The last time a Disney release wasn’t the biggest moneymaker of the year was in 2015, when Universal’s “Jurassic World” edged “Star Wars: The Force Awakens” by a little more than $300,000 in stateside sales. Excluding that statistical dead heat, Disney’s winning streak goes back to 2011. And again, while movie theater demos are murky, a whole bunch of the people who paid all that money to go see all those Disney films were adults—people with mortgages and mustaches and jobs, the kind of consumers who no longer sleep on Yoda sheets or have to be told to brush their teeth before going to bed.
As much as consumers are likely to mix and match competing over-the-top offerings (at least in the early going), price should prove to be a self-evident differentiator. At $14.99 per month, HBO Max is on track to be the most expensive streaming service on the market when it launches in May 2020. The sub fee is more than double the initial asking price for Disney Plus ($6.99) and two dollars more than what Netflix currently charges for its standard plan.

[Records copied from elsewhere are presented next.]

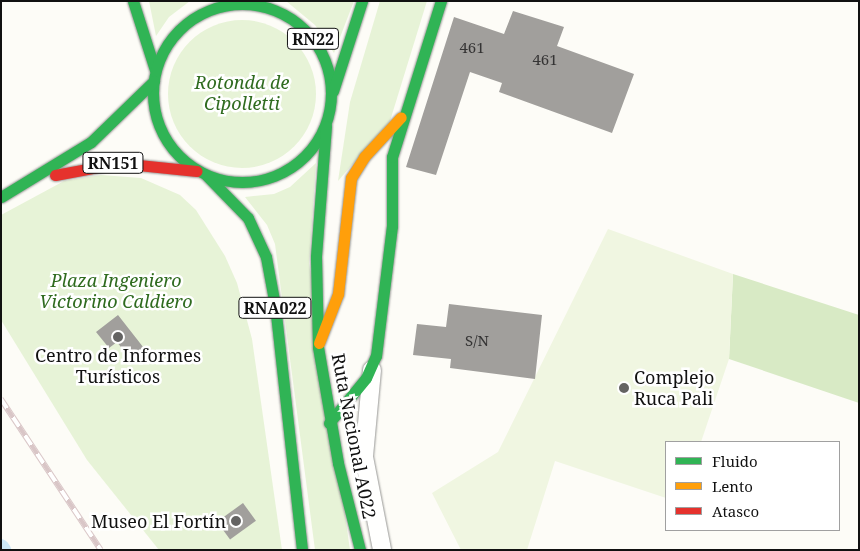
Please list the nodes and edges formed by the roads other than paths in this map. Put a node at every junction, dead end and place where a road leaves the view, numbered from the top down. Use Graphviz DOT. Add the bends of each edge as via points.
graph roads {
  1 [pos="133,1"];
  2 [pos="362,1"];
  3 [pos="441,1"];
  4 [pos="246,2"];
  5 [pos="154,76"];
  6 [pos="330,102"];
  7 [pos="406,112"];
  8 [pos="327,119"];
  9 [pos="202,173"];
  10 [pos="30,183"];
  11 [pos="391,189"];
  12 [pos="347,190"];
  13 [pos="1,197"];
  14 [pos="318,347"];
  15 [pos="372,368"];
  16 [pos="330,423"];
  17 [pos="302,550"];
  18 [pos="360,550"];
  19 [pos="382,550"];
  1 -- 5 [label="main road"];
  2 -- 6 [label="main road, RN22"];
  3 -- 7 [label="main road"];
  4 -- 5 [label="main road, RN22" via="224,5 194,17 169,40"];
  4 -- 6 [label="main road, RN22" via="293,19 315,42 328,71"];
  5 -- 9 [label="main road, RN22" via="153,104 163,136 172,149"];
  5 -- 10 [label="main road, RN151" via="102,133"];
  6 -- 8 [label="main road, RN22"];
  7 -- 11 [label="main road" via="392,158"];
  7 -- 12 [label="main road" via="364,157"];
  8 -- 9 [label="main road, RN22" via="312,148 286,170 255,181 238,182"];
  8 -- 14 [label="main road, Ruta Nacional A022 / RNA022" via="316,272"];
  9 -- 10 [label="main road, RN151" via="146,164 102,164"];
  9 -- 17 [label="main road, RNA022" via="248,218 266,258 275,305"];
  10 -- 13 [label="main road, RN151"];
  11 -- 12 [label="main road" via="373,178 358,178"];
  11 -- 15 [label="main road" via="392,226"];
  12 -- 14 [label="main road" via="338,294"];
  14 -- 16 [label="main road, Ruta Nacional A022 / RNA022"];
  15 -- 16 [label="main road"];
  15 -- 19 [label="street" via="364,457"];
  16 -- 18 [label="main road, Ruta Nacional A022 / RNA022"];
}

As one might expect, Stankey is of the opinion that the HBO sticker price will not be an impediment to its adoption, largely because the cost is a function of the volume of content that will be available via Max. “Disney is about half of the content we have at about half the price,” he said, before adding that conversations he had with investors after the October presentation seemed to reinforce the set price by way of a sort of “Goldilocks and the Three Bears” consensus.
“I was listening to feedback after the investor day and there’s a continuum,” Stankey said. “There are some who have said ‘too cheap,’ some who have said ‘too expensive’ and some who said ‘just right.’ That tells me we probably found a good place to start.”
At launch, the majority of HBO’s 33 million U.S. TV subs will be upgraded to the streaming service at no additional charge. Stankey said WarnerMedia is currently in discussions with cable operators in a bid to secure greater distribution for HBO Max. While the notion of encouraging consumers to migrate to a disruptive service may not sit well with purveyors of the traditional cable bundle, Max could be used as a means to bump up the operators’ broadband offerings.
The talks have apparently been unproductive in the early going, but such friction has informed the back-and-forth between programmers and distributors since the dawn of cable TV. “Carriage agreement negotiations follow a particular construct and pattern,” Stankey said. “There’s an inordinate amount of time spent … posturing. Then as the deadline approaches, a lot of work gets done in a very short period of time.
“It gets down to money and economics and there will be a meaningful reason why they want to participate with us.”
An HBO Max ad-supported tier will arrive in 2021. WarnerMedia has not made any final decisions on pricing for that version of the service, although it clearly will be less expensive than the commercial-free product.